Phase 3: Semantic Rerank
Model Selection
Model: llama-4-scout-17b-16e-instruct
Provider: Groq
Temperature: 0.3
Input: 10-20 finalist products
Output: Relevance scores (0-1)
Purpose
Score product candidates for semantic relevance to the user's gift intent:
- Gift-fit scoring: How well does product match the occasion/recipient?

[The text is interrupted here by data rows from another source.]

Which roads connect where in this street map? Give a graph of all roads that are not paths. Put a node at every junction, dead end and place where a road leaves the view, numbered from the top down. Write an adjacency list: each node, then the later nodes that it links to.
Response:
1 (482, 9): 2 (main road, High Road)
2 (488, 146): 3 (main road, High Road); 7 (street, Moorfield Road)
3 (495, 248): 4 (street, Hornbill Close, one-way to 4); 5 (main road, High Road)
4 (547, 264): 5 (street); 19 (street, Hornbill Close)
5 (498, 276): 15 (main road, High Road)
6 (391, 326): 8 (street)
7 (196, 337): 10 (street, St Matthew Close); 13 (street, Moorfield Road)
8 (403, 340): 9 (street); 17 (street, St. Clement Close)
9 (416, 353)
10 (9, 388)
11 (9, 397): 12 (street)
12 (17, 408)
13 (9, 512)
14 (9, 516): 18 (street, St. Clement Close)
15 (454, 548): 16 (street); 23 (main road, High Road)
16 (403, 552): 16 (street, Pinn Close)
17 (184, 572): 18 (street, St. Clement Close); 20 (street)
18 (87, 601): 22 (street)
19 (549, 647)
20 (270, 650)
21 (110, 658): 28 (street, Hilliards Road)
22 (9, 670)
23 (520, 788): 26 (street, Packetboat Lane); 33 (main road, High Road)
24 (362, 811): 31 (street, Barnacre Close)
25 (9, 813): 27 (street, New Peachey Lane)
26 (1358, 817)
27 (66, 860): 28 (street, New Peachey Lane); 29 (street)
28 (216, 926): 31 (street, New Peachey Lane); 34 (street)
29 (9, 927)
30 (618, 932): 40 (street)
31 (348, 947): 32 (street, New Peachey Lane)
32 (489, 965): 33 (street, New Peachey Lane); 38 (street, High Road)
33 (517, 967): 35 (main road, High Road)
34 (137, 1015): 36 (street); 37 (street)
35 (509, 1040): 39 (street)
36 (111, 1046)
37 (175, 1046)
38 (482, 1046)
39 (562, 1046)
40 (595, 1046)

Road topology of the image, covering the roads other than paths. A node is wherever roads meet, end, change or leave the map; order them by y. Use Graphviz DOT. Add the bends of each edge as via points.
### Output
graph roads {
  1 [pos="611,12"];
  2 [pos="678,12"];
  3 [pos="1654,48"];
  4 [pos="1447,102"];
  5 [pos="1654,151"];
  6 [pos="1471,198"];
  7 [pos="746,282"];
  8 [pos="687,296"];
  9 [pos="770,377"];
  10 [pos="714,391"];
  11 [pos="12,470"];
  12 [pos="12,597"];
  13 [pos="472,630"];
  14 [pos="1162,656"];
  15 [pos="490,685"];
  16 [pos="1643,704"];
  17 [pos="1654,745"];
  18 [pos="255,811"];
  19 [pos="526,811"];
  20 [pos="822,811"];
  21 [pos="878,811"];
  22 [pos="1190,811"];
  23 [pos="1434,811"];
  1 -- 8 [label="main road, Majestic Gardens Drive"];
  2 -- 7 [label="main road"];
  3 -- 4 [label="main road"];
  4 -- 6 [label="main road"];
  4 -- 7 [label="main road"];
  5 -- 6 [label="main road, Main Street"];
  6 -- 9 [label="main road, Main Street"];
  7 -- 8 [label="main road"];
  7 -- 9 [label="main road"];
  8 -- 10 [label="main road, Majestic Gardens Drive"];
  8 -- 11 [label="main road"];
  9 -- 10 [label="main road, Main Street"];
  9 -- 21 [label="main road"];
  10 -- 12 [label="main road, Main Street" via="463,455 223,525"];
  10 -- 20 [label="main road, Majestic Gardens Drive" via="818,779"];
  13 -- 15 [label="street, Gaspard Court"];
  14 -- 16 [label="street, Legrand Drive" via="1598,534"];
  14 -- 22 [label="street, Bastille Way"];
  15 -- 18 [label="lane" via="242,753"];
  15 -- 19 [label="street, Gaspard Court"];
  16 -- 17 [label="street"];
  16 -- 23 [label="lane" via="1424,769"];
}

- Semantic relevance: Beyond keyword matching
- Context awareness: Consider full conversation context
- Quality filtering: Remove low-scoring results
Why LLaMA 4 Scout 17B?
Fast Reasoning
- Scoring time: ~150ms for 10-20 products
- Batch processing: Can score multiple items simultaneously
- Quick response: Doesn't bottleneck the pipeline
Cost-Efficient
- Rate: ~$0.30 per 1000 requests
- Comparison: 70% cheaper than Cohere Rerank v3.5
- Volume: Sustainable at high traffic
Context-Aware
- Full gift context: Uses recipient, occasion, age in scoring
- Conversation history: Considers previous interactions
- Nuanced: Understands Estonian cultural context
Streaming Support 📡
- Incremental results: Can process as they arrive
- Early exit: Stop when top 3 found
- Non-blocking: Doesn't hold other operations
Alternative: Cohere Rerank v3.5
Considered but not selected:
- Better quality (marginally)
- Higher cost (~$1.00 per 1000)
- Higher latency (~300ms)
- No conversation context support
Decision: LLaMA provides 90% of quality at 30% of cost
Implementation
Location: services/rerank.ts:27-214, 219-266
async function rerankProducts(
products: Product[],
giftContext: GiftContext,
userQuery: string
): Promise<ScoredProduct[]> {
const prompt = buildRerankPrompt(products, giftContext, userQuery);
const response = await groq.chat.completions.create({
model: 'llama-4-scout-17b-16e-instruct',
messages: [
{ role: 'system', content: RERANK_SYSTEM_PROMPT },
{ role: 'user', content: prompt }
],
temperature: 0.3,
response_format: { type: 'json_object' }
});
const scores = parseScores(response.choices[0].message.content);
return products.map((product, i) => ({
...product,
relevanceScore: scores[i],
rerankSource: 'llama-4-scout-17b'
}));
}
Scoring Prompt
const RERANK_SYSTEM_PROMPT = `
You are a gift recommendation expert. Score each product (0-1) for
how well it fits the user's gift intent.
Consider:
- Recipient (age, gender, relationship)
- Occasion (birthday, holiday, thank you)
- Budget constraints
- Product category appropriateness
- Estonian cultural context (if applicable)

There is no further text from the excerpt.